[Records to use]
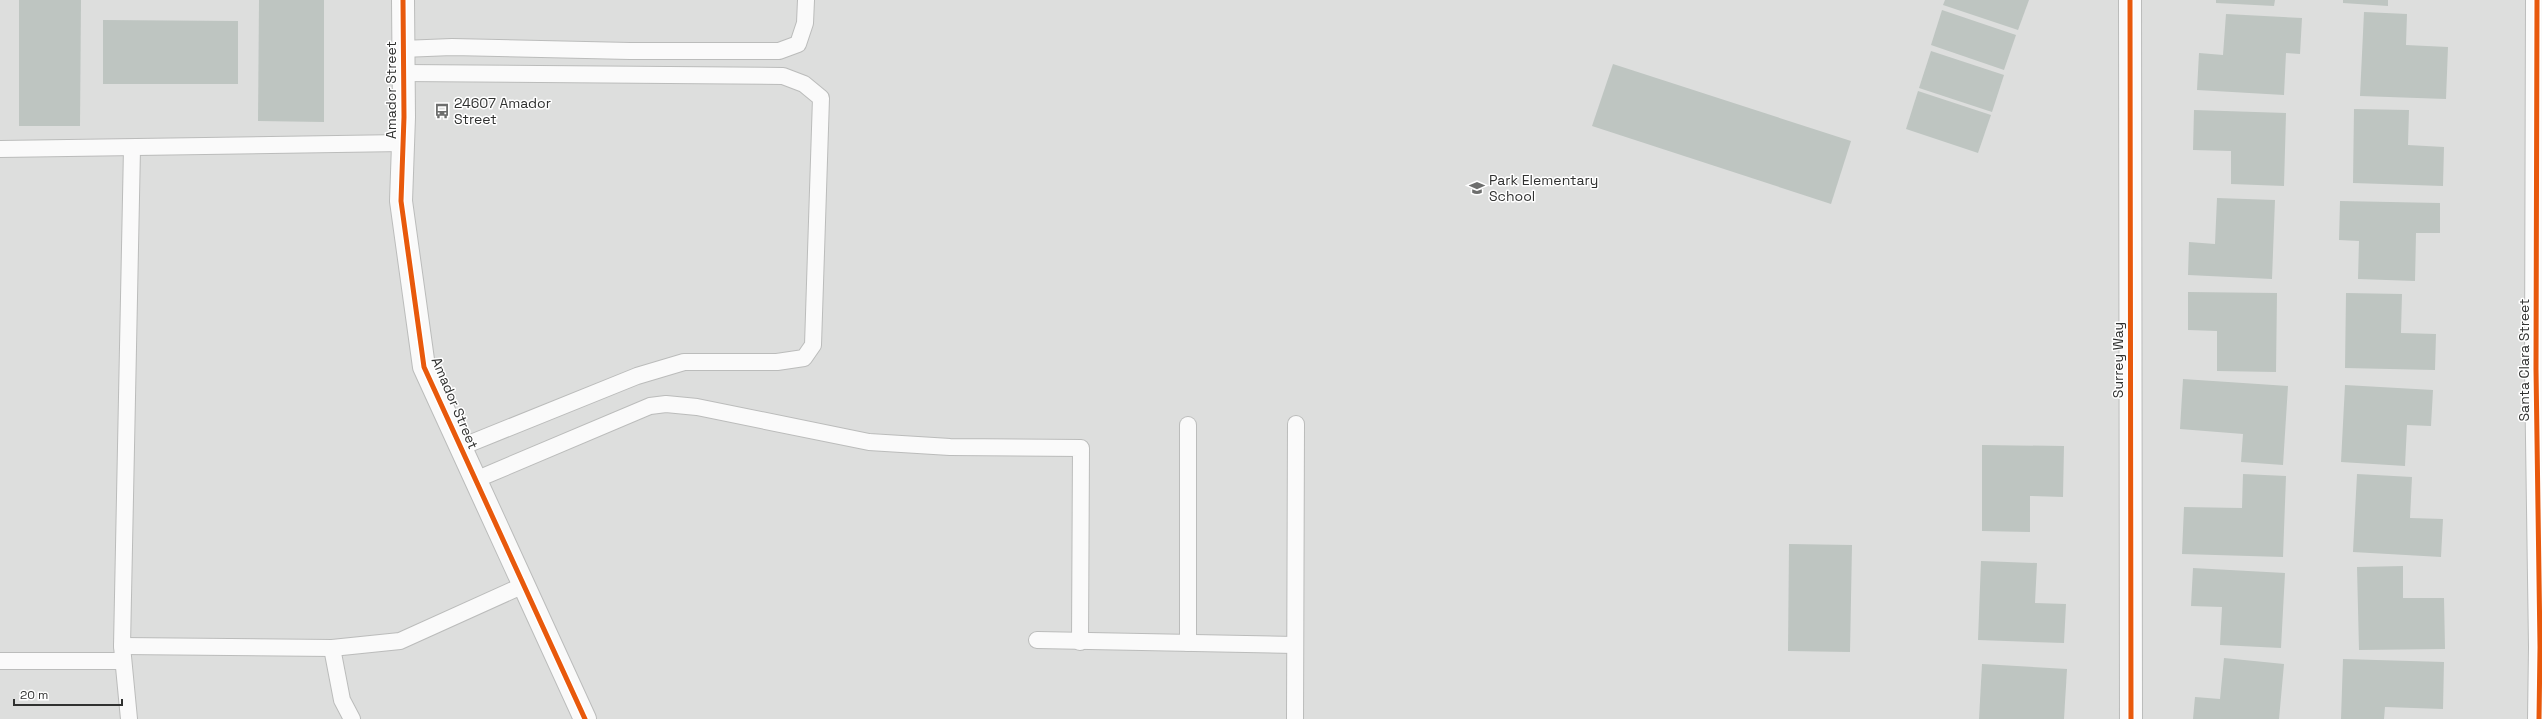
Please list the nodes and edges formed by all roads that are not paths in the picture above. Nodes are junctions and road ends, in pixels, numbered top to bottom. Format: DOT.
graph roads {
  1 [pos="403,0"];
  2 [pos="806,0"];
  3 [pos="2130,0"];
  4 [pos="2537,0"];
  5 [pos="402,49"];
  6 [pos="403,73"];
  7 [pos="403,143"];
  8 [pos="132,148"];
  9 [pos="0,149"];
  10 [pos="1188,424"];
  11 [pos="1296,424"];
  12 [pos="460,447"];
  13 [pos="475,480"];
  14 [pos="524,585"];
  15 [pos="1037,640"];
  16 [pos="1080,642"];
  17 [pos="1188,643"];
  18 [pos="1295,645"];
  19 [pos="332,648"];
  20 [pos="123,653"];
  21 [pos="0,661"];
  22 [pos="129,719"];
  23 [pos="352,719"];
  24 [pos="585,719"];
  25 [pos="1295,719"];
  26 [pos="2130,719"];
  27 [pos="2539,719"];
  1 -- 5 [label="street, Amador Street"];
  2 -- 5 [label="lane"];
  3 -- 26 [label="street, Surrey Way"];
  4 -- 27 [label="street, Santa Clara Street"];
  5 -- 6 [label="street, Amador Street"];
  6 -- 7 [label="street, Amador Street"];
  6 -- 12 [label="lane"];
  7 -- 8 [label="lane"];
  7 -- 12 [label="street, Amador Street"];
  8 -- 9 [label="lane"];
  8 -- 20 [label="lane"];
  10 -- 17 [label="lane"];
  11 -- 18 [label="lane"];
  12 -- 13 [label="street, Amador Street"];
  13 -- 14 [label="street, Amador Street"];
  13 -- 16 [label="lane"];
  14 -- 19 [label="lane"];
  14 -- 24 [label="street, Amador Street"];
  15 -- 16 [label="lane"];
  16 -- 17 [label="lane"];
  17 -- 18 [label="lane"];
  18 -- 25 [label="lane"];
  19 -- 20 [label="lane"];
  19 -- 23 [label="lane"];
  20 -- 21 [label="lane"];
  20 -- 22 [label="lane"];
}
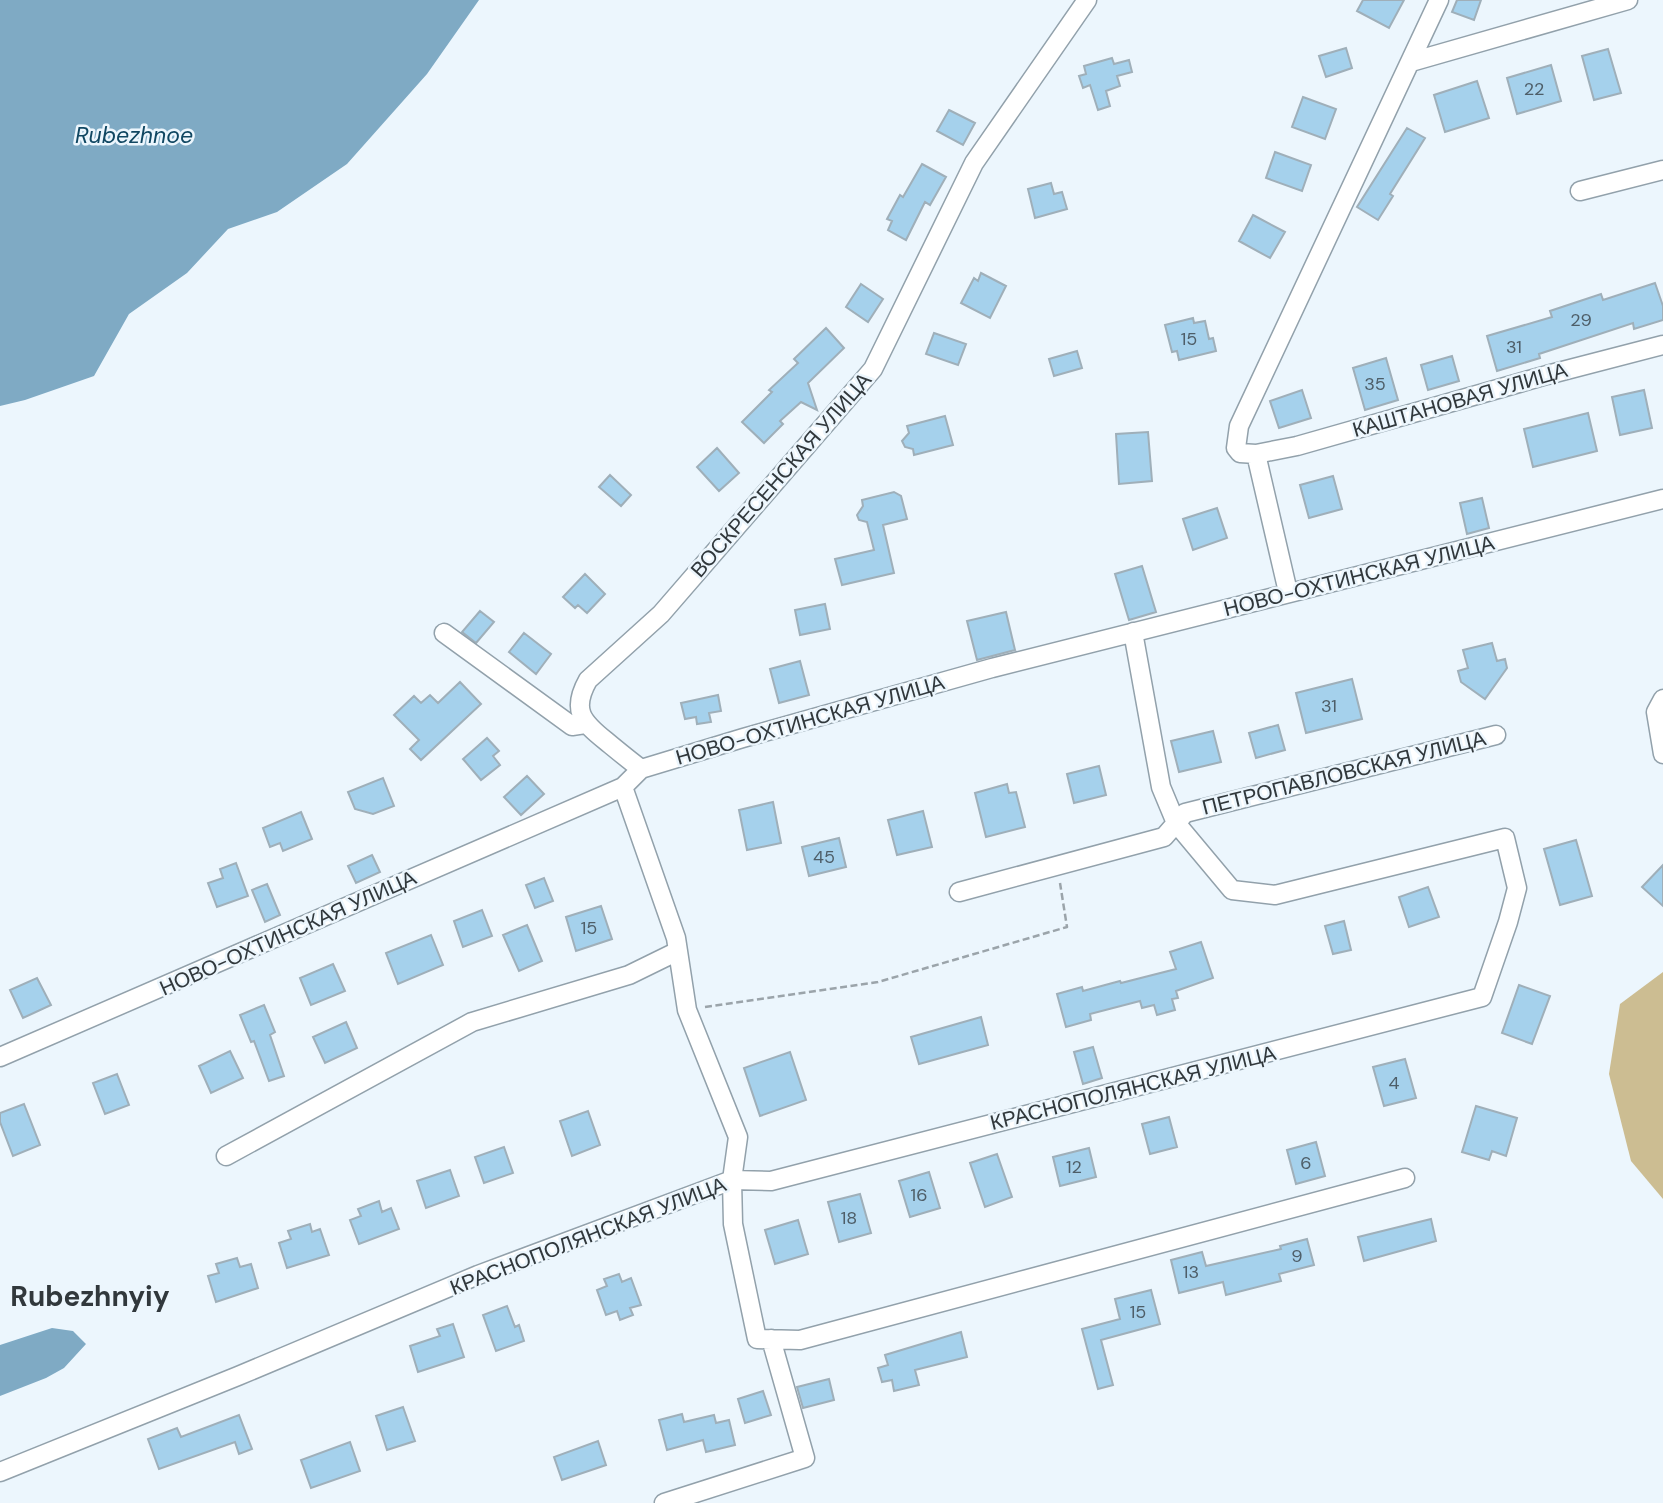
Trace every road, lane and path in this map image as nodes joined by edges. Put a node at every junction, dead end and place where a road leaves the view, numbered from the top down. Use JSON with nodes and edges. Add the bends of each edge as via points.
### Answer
{"nodes":[{"id":1,"x":1087,"y":0,"type":"edge"},
{"id":2,"x":1439,"y":0,"type":"edge"},
{"id":3,"x":1628,"y":0,"type":"edge"},
{"id":4,"x":1411,"y":62,"type":"junction"},
{"id":5,"x":1663,"y":170,"type":"edge"},
{"id":6,"x":1580,"y":191,"type":"dead end"},
{"id":7,"x":1663,"y":345,"type":"edge"},
{"id":8,"x":1256,"y":454,"type":"junction"},
{"id":9,"x":1663,"y":499,"type":"edge"},
{"id":10,"x":1289,"y":592,"type":"junction"},
{"id":11,"x":1133,"y":632,"type":"junction"},
{"id":12,"x":444,"y":633,"type":"dead end"},
{"id":13,"x":1663,"y":699,"type":"edge"},
{"id":14,"x":585,"y":724,"type":"junction"},
{"id":15,"x":1496,"y":734,"type":"dead end"},
{"id":16,"x":1663,"y":754,"type":"edge"},
{"id":17,"x":641,"y":769,"type":"junction"},
{"id":18,"x":623,"y":787,"type":"junction"},
{"id":19,"x":1176,"y":823,"type":"junction"},
{"id":20,"x":1058,"y":866,"type":"junction"},
{"id":21,"x":959,"y":892,"type":"dead end"},
{"id":22,"x":678,"y":951,"type":"junction"},
{"id":23,"x":687,"y":1010,"type":"junction"},
{"id":24,"x":0,"y":1057,"type":"edge"},
{"id":25,"x":226,"y":1156,"type":"dead end"},
{"id":26,"x":1405,"y":1178,"type":"dead end"},
{"id":27,"x":732,"y":1180,"type":"junction"},
{"id":28,"x":764,"y":1339,"type":"junction"},
{"id":29,"x":0,"y":1472,"type":"edge"},
{"id":30,"x":714,"y":1495,"type":"edge"},
{"id":31,"x":664,"y":1503,"type":"edge"}],
"edges":[{"from":1,"to":14,"type":"street","name":"ВОСКРЕСЕНСКАЯ УЛИЦА","via":[[974,163],[873,369],[661,614],[588,680],[579,702]]},
{"from":2,"to":4,"type":"street"},
{"from":3,"to":4,"type":"street"},
{"from":4,"to":8,"type":"street","via":[[1238,426],[1240,453]]},
{"from":5,"to":6,"type":"street"},
{"from":7,"to":8,"type":"street","name":"КАШТАНОВАЯ УЛИЦА"},
{"from":8,"to":10,"type":"street"},
{"from":9,"to":10,"type":"street","name":"НОВО-ОХТИНСКАЯ УЛИЦА"},
{"from":10,"to":11,"type":"street","name":"НОВО-ОХТИНСКАЯ УЛИЦА"},
{"from":11,"to":17,"type":"street","name":"НОВО-ОХТИНСКАЯ УЛИЦА"},
{"from":11,"to":19,"type":"street","via":[[1161,787]]},
{"from":12,"to":14,"type":"street","via":[[572,726]]},
{"from":13,"to":16,"type":"street","via":[[1656,712]]},
{"from":14,"to":17,"type":"street"},
{"from":15,"to":19,"type":"street","name":"ПЕТРОПАВЛОВСКАЯ УЛИЦА","via":[[1185,813]]},
{"from":17,"to":18,"type":"street","name":"НОВО-ОХТИНСКАЯ УЛИЦА"},
{"from":18,"to":22,"type":"street"},
{"from":18,"to":24,"type":"street","name":"НОВО-ОХТИНСКАЯ УЛИЦА"},
{"from":19,"to":20,"type":"street","name":"ПЕТРОПАВЛОВСКАЯ УЛИЦА","via":[[1164,837]]},
{"from":19,"to":27,"type":"street","name":"КРАСНОПОЛЯНСКАЯ УЛИЦА","via":[[1232,890],[1275,895],[1505,838],[1517,888],[1482,997],[771,1181]]},
{"from":20,"to":21,"type":"street","name":"ПЕТРОПАВЛОВСКАЯ УЛИЦА"},
{"from":20,"to":23,"type":"path","via":[[1068,927],[878,982]]},
{"from":22,"to":23,"type":"street"},
{"from":22,"to":25,"type":"street","via":[[629,975],[472,1022]]},
{"from":23,"to":27,"type":"street","via":[[738,1137]]},
{"from":26,"to":28,"type":"street","via":[[800,1340]]},
{"from":27,"to":28,"type":"street","via":[[733,1224]]},
{"from":27,"to":29,"type":"street","name":"КРАСНОПОЛЯНСКАЯ УЛИЦА","via":[[478,1275]]},
{"from":28,"to":30,"type":"street","via":[[805,1458]]},
{"from":30,"to":31,"type":"street"}]}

[What the task asks]
Reproduce the full listing verbatim so that only the pictures are missing.

[Solution for this exercise]
Please list the nodes and edges formed by all roads that are not paths in the picture above. Nodes are junctions and road ends, in pixels, numbered top to bottom. Format: DOT.
graph roads {
  1 [pos="403,0"];
  2 [pos="806,0"];
  3 [pos="2130,0"];
  4 [pos="2537,0"];
  5 [pos="402,49"];
  6 [pos="403,73"];
  7 [pos="403,143"];
  8 [pos="132,148"];
  9 [pos="0,149"];
  10 [pos="1188,424"];
  11 [pos="1296,424"];
  12 [pos="460,447"];
  13 [pos="475,480"];
  14 [pos="524,585"];
  15 [pos="1037,640"];
  16 [pos="1080,642"];
  17 [pos="1188,643"];
  18 [pos="1295,645"];
  19 [pos="332,648"];
  20 [pos="123,653"];
  21 [pos="0,661"];
  22 [pos="129,719"];
  23 [pos="352,719"];
  24 [pos="585,719"];
  25 [pos="1295,719"];
  26 [pos="2130,719"];
  27 [pos="2539,719"];
  1 -- 5 [label="street, Amador Street"];
  2 -- 5 [label="lane"];
  3 -- 26 [label="street, Surrey Way"];
  4 -- 27 [label="street, Santa Clara Street"];
  5 -- 6 [label="street, Amador Street"];
  6 -- 7 [label="street, Amador Street"];
  6 -- 12 [label="lane"];
  7 -- 8 [label="lane"];
  7 -- 12 [label="street, Amador Street"];
  8 -- 9 [label="lane"];
  8 -- 20 [label="lane"];
  10 -- 17 [label="lane"];
  11 -- 18 [label="lane"];
  12 -- 13 [label="street, Amador Street"];
  13 -- 14 [label="street, Amador Street"];
  13 -- 16 [label="lane"];
  14 -- 19 [label="lane"];
  14 -- 24 [label="street, Amador Street"];
  15 -- 16 [label="lane"];
  16 -- 17 [label="lane"];
  17 -- 18 [label="lane"];
  18 -- 25 [label="lane"];
  19 -- 20 [label="lane"];
  19 -- 23 [label="lane"];
  20 -- 21 [label="lane"];
  20 -- 22 [label="lane"];
}
Trace every road, lane and path in this map image as nodes joined by edges. Put a node at every junction, dead end and place where a road leaves the view, numbered from the top down. Use JSON with nodes and edges. Add the bends of each edge as via points.
### Answer
{"nodes":[{"id":1,"x":1087,"y":0,"type":"edge"},
{"id":2,"x":1439,"y":0,"type":"edge"},
{"id":3,"x":1628,"y":0,"type":"edge"},
{"id":4,"x":1411,"y":62,"type":"junction"},
{"id":5,"x":1663,"y":170,"type":"edge"},
{"id":6,"x":1580,"y":191,"type":"dead end"},
{"id":7,"x":1663,"y":345,"type":"edge"},
{"id":8,"x":1256,"y":454,"type":"junction"},
{"id":9,"x":1663,"y":499,"type":"edge"},
{"id":10,"x":1289,"y":592,"type":"junction"},
{"id":11,"x":1133,"y":632,"type":"junction"},
{"id":12,"x":444,"y":633,"type":"dead end"},
{"id":13,"x":1663,"y":699,"type":"edge"},
{"id":14,"x":585,"y":724,"type":"junction"},
{"id":15,"x":1496,"y":734,"type":"dead end"},
{"id":16,"x":1663,"y":754,"type":"edge"},
{"id":17,"x":641,"y":769,"type":"junction"},
{"id":18,"x":623,"y":787,"type":"junction"},
{"id":19,"x":1176,"y":823,"type":"junction"},
{"id":20,"x":1058,"y":866,"type":"junction"},
{"id":21,"x":959,"y":892,"type":"dead end"},
{"id":22,"x":678,"y":951,"type":"junction"},
{"id":23,"x":687,"y":1010,"type":"junction"},
{"id":24,"x":0,"y":1057,"type":"edge"},
{"id":25,"x":226,"y":1156,"type":"dead end"},
{"id":26,"x":1405,"y":1178,"type":"dead end"},
{"id":27,"x":732,"y":1180,"type":"junction"},
{"id":28,"x":764,"y":1339,"type":"junction"},
{"id":29,"x":0,"y":1472,"type":"edge"},
{"id":30,"x":714,"y":1495,"type":"edge"},
{"id":31,"x":664,"y":1503,"type":"edge"}],
"edges":[{"from":1,"to":14,"type":"street","name":"ВОСКРЕСЕНСКАЯ УЛИЦА","via":[[974,163],[873,369],[661,614],[588,680],[579,702]]},
{"from":2,"to":4,"type":"street"},
{"from":3,"to":4,"type":"street"},
{"from":4,"to":8,"type":"street","via":[[1238,426],[1240,453]]},
{"from":5,"to":6,"type":"street"},
{"from":7,"to":8,"type":"street","name":"КАШТАНОВАЯ УЛИЦА"},
{"from":8,"to":10,"type":"street"},
{"from":9,"to":10,"type":"street","name":"НОВО-ОХТИНСКАЯ УЛИЦА"},
{"from":10,"to":11,"type":"street","name":"НОВО-ОХТИНСКАЯ УЛИЦА"},
{"from":11,"to":17,"type":"street","name":"НОВО-ОХТИНСКАЯ УЛИЦА"},
{"from":11,"to":19,"type":"street","via":[[1161,787]]},
{"from":12,"to":14,"type":"street","via":[[572,726]]},
{"from":13,"to":16,"type":"street","via":[[1656,712]]},
{"from":14,"to":17,"type":"street"},
{"from":15,"to":19,"type":"street","name":"ПЕТРОПАВЛОВСКАЯ УЛИЦА","via":[[1185,813]]},
{"from":17,"to":18,"type":"street","name":"НОВО-ОХТИНСКАЯ УЛИЦА"},
{"from":18,"to":22,"type":"street"},
{"from":18,"to":24,"type":"street","name":"НОВО-ОХТИНСКАЯ УЛИЦА"},
{"from":19,"to":20,"type":"street","name":"ПЕТРОПАВЛОВСКАЯ УЛИЦА","via":[[1164,837]]},
{"from":19,"to":27,"type":"street","name":"КРАСНОПОЛЯНСКАЯ УЛИЦА","via":[[1232,890],[1275,895],[1505,838],[1517,888],[1482,997],[771,1181]]},
{"from":20,"to":21,"type":"street","name":"ПЕТРОПАВЛОВСКАЯ УЛИЦА"},
{"from":20,"to":23,"type":"path","via":[[1068,927],[878,982]]},
{"from":22,"to":23,"type":"street"},
{"from":22,"to":25,"type":"street","via":[[629,975],[472,1022]]},
{"from":23,"to":27,"type":"street","via":[[738,1137]]},
{"from":26,"to":28,"type":"street","via":[[800,1340]]},
{"from":27,"to":28,"type":"street","via":[[733,1224]]},
{"from":27,"to":29,"type":"street","name":"КРАСНОПОЛЯНСКАЯ УЛИЦА","via":[[478,1275]]},
{"from":28,"to":30,"type":"street","via":[[805,1458]]},
{"from":30,"to":31,"type":"street"}]}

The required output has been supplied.